Europe’s undermining of fundamental freedoms on its own shores is bad enough. But the European Union hasn’t stopped there; now, it seeks to become the world’s speech police, deputizing Big Tech to enforce its censorship scheme globally.
This overreach threatens Americans’ freedom online and could even influence U.S. elections.
Examples of EU overreach abound.
In one case, mere hours before Elon Musk was set to interview then-presidential candidate Donald Trump on X Spaces in August 2024, then-Internal Market Commissioner Thierry Breton threatened Musk in a letter.
Breton implied that the livestream risked violating the EU’s Digital Services Act (DSA) by amplifying “harmful content” linked to “major political—or societal—events….”
The conversation was fully protected by the First Amendment in the U.S.—but Breton targeted X simply because EU users could access the potentially “harmful content.”
EU officials claim that Breton acted without authorization.
But that misses the larger issue. EU regulations inevitably spill over into other Western nations.
Consider the response to EU rules like the General Data Protection Regulation (GDPR), which places limits on how digital service providers collect and use personal data. Instead of following the GDPR only in the EU, many of the world’s tech firms have decided it’s simply easier for them to comply with the GDPR everywhere—including in the U.S.
That may sound like a good thing for American data privacy.

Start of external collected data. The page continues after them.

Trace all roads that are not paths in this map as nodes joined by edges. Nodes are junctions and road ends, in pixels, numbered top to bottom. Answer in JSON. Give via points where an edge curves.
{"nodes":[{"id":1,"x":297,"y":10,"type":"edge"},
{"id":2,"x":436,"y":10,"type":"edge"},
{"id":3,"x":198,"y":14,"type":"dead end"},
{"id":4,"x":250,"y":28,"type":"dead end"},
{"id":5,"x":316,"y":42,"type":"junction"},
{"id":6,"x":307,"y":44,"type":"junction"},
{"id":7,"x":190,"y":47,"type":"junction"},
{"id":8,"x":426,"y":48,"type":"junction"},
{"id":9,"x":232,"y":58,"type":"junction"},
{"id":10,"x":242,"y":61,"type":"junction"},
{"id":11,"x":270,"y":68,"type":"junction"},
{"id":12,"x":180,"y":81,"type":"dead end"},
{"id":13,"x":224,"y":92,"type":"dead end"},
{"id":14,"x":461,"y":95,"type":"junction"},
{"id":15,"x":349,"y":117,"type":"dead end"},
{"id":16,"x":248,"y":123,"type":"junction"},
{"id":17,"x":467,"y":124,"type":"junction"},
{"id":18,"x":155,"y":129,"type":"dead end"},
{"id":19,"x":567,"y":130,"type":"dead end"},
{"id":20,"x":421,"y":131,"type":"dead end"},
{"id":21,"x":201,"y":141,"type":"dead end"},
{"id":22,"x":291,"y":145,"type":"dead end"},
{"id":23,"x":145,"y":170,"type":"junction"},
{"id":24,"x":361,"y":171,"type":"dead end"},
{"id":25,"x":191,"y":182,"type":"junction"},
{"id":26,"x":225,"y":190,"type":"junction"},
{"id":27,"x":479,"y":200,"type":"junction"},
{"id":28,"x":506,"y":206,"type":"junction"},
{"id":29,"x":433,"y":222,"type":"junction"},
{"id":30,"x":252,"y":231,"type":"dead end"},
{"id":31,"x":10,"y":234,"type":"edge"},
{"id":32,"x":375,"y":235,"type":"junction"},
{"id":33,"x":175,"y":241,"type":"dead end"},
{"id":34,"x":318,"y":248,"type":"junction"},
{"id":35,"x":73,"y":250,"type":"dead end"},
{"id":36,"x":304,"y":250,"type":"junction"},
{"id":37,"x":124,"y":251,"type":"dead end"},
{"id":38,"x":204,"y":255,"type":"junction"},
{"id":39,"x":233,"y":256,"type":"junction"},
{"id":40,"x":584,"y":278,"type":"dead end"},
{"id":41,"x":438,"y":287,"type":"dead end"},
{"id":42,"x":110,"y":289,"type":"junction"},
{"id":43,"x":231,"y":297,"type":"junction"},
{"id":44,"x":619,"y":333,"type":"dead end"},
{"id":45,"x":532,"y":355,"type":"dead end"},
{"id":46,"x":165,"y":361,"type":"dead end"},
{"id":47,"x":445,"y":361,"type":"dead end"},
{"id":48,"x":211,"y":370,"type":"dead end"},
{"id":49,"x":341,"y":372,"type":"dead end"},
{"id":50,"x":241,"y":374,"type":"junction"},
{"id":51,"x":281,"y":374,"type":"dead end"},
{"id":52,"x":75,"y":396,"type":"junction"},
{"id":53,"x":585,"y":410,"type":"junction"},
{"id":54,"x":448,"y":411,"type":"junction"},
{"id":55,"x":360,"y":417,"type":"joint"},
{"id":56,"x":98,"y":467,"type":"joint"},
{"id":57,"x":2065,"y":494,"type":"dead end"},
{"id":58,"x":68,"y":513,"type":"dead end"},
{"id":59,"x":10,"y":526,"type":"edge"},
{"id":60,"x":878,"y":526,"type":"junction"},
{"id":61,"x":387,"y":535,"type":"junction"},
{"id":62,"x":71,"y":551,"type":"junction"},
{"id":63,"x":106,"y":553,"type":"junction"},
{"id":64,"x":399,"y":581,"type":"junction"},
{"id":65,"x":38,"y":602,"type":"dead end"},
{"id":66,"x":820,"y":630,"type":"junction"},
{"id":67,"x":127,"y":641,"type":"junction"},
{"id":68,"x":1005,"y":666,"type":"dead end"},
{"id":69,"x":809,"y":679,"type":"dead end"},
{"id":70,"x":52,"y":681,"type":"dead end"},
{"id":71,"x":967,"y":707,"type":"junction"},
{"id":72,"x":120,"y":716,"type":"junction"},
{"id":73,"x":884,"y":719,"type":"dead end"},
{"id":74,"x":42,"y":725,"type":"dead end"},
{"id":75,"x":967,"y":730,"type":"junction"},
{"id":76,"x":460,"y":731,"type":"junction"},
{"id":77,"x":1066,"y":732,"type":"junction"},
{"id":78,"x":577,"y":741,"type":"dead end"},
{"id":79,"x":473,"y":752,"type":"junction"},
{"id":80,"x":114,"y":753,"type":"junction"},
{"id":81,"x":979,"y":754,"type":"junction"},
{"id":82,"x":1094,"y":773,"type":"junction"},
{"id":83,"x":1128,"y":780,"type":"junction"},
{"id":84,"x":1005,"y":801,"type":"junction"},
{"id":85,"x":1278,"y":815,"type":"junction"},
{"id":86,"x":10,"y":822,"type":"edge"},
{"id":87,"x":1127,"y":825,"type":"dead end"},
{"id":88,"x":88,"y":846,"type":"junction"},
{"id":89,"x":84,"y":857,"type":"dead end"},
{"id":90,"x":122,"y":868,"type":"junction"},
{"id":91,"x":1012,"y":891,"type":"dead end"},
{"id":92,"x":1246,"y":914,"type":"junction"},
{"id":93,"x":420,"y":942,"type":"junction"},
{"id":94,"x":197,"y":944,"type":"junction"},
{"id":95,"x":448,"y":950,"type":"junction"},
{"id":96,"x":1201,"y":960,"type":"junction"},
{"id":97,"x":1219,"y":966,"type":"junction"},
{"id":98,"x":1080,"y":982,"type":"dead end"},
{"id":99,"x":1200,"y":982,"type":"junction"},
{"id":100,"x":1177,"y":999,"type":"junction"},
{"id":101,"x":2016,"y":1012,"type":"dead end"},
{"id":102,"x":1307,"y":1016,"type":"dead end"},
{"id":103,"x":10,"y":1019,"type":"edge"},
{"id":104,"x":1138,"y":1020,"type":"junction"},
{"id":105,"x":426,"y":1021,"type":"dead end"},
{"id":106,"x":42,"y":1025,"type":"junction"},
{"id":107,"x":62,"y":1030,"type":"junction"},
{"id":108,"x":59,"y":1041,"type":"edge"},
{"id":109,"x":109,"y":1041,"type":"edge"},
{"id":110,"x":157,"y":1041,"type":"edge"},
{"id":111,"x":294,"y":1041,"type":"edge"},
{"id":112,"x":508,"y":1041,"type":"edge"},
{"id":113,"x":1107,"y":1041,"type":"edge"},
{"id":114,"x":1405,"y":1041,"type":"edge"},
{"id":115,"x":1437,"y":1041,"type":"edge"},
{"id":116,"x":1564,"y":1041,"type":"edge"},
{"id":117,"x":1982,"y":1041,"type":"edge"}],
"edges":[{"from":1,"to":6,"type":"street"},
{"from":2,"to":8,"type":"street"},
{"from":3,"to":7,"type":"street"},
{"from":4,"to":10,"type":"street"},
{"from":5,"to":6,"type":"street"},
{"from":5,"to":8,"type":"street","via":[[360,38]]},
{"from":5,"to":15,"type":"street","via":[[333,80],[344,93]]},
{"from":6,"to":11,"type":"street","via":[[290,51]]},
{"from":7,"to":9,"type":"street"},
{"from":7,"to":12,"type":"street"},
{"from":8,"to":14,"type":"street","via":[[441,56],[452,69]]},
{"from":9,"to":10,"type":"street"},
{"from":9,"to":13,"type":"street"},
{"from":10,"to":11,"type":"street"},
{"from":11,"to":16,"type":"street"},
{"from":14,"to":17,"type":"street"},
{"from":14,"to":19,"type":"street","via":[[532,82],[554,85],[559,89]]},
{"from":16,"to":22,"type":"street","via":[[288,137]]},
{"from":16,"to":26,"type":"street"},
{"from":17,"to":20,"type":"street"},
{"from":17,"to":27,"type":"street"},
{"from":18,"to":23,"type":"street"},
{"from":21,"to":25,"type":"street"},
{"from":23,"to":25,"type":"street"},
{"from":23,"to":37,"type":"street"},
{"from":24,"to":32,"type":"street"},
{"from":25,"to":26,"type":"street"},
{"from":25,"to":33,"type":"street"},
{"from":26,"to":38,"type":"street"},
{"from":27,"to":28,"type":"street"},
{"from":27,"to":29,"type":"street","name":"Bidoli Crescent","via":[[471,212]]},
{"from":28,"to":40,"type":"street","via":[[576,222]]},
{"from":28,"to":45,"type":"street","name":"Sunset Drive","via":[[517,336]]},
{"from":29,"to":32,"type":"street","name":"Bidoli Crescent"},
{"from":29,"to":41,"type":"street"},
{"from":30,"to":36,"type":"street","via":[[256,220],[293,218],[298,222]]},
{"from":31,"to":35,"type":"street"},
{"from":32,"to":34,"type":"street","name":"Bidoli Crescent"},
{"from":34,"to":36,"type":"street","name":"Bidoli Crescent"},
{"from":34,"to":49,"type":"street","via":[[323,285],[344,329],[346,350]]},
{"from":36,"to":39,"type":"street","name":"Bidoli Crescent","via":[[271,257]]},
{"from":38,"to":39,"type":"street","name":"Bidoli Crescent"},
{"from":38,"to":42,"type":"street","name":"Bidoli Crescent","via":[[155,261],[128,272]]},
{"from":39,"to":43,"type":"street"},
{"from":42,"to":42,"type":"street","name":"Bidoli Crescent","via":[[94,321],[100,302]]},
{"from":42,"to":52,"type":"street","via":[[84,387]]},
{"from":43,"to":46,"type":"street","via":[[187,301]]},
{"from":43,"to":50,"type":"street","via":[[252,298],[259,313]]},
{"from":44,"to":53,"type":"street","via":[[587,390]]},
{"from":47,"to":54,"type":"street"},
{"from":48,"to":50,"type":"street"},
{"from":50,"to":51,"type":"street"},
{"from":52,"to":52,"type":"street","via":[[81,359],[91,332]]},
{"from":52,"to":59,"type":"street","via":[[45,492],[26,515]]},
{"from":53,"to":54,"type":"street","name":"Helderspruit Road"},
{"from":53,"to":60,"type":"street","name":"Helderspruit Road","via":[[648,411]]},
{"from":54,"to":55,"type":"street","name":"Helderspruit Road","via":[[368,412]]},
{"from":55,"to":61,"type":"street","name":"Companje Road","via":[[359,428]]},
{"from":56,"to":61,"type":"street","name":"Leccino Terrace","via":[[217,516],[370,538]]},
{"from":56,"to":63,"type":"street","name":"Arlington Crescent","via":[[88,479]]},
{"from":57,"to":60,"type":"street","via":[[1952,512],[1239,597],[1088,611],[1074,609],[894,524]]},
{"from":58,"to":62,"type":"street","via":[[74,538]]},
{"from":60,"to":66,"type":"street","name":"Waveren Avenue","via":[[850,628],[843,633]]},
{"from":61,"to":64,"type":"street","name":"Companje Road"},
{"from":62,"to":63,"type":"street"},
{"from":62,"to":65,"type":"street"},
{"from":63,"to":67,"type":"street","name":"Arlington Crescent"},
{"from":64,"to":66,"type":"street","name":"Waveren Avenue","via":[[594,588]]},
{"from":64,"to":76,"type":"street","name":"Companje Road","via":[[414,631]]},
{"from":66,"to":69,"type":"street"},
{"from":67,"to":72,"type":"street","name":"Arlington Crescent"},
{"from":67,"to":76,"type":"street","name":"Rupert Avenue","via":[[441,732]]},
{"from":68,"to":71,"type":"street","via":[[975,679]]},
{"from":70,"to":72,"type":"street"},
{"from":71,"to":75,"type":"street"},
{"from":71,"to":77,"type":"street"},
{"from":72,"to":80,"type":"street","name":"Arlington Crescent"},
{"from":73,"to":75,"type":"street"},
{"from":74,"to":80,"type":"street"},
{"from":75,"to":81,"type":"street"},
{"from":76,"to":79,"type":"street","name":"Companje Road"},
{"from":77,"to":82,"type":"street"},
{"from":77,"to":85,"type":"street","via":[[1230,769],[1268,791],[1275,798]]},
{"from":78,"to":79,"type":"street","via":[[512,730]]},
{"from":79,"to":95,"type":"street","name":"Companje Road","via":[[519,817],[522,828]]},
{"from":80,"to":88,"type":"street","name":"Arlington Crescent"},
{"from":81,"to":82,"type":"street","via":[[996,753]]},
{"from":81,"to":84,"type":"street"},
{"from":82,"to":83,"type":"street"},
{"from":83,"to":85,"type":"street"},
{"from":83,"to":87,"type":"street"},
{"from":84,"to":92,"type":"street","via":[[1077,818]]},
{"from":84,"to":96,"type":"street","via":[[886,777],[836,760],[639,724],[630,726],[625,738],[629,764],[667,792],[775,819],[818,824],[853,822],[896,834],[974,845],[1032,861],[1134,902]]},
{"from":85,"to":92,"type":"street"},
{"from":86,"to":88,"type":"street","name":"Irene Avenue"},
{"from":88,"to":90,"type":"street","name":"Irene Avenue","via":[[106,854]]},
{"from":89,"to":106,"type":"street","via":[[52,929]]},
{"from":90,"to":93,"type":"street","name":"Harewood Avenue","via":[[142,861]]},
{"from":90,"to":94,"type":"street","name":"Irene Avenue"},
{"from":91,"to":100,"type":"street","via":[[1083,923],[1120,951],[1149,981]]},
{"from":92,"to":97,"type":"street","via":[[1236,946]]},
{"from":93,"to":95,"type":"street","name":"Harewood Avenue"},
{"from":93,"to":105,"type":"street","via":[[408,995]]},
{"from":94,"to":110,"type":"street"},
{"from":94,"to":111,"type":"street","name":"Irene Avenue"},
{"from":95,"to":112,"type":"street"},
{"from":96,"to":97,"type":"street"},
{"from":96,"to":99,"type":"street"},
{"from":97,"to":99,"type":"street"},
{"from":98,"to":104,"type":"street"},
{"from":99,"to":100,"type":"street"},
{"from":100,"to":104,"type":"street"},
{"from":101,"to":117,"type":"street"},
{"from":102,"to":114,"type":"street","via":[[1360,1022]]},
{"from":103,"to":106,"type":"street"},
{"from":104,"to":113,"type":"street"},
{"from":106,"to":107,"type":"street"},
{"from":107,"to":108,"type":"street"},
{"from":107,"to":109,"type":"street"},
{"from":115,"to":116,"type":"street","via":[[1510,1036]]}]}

But this kind of “Brussels effect,” or global adoption of EU standards, could have devastating consequences for free speech online.
The DSA requires large internet platforms to adapt their services—including algorithms and content moderation policies—to mitigate “systemic risks.”
That might appear sensible at first blush. But the DSA lacks a clear, objective definition of “systemic risk.” It leaves the term open-ended, broadly requiring platforms to assess and mitigate vague “risks” such as “any actual or foreseeable negative effects on civic discourse and electoral processes, and public security[.]”
Some of these vague, open-ended provisions in the DSA are used as political weapons to pressure internet platforms into suppress speech that European censors deem “harmful.” In the eyes of EU elites, the label of illicit speech could even extend to interviews with disfavored political leaders.
Adding to those concerns, the European Commission is integrating two codes of practice into the DSA to “encourage” large internet platforms to suppress speech deemed “hateful” or “disinformation” by the EU or its member states.
While officially “voluntary,” these digital speech codes provide cover for government officials and pliant tech platforms to censor views they disagree with.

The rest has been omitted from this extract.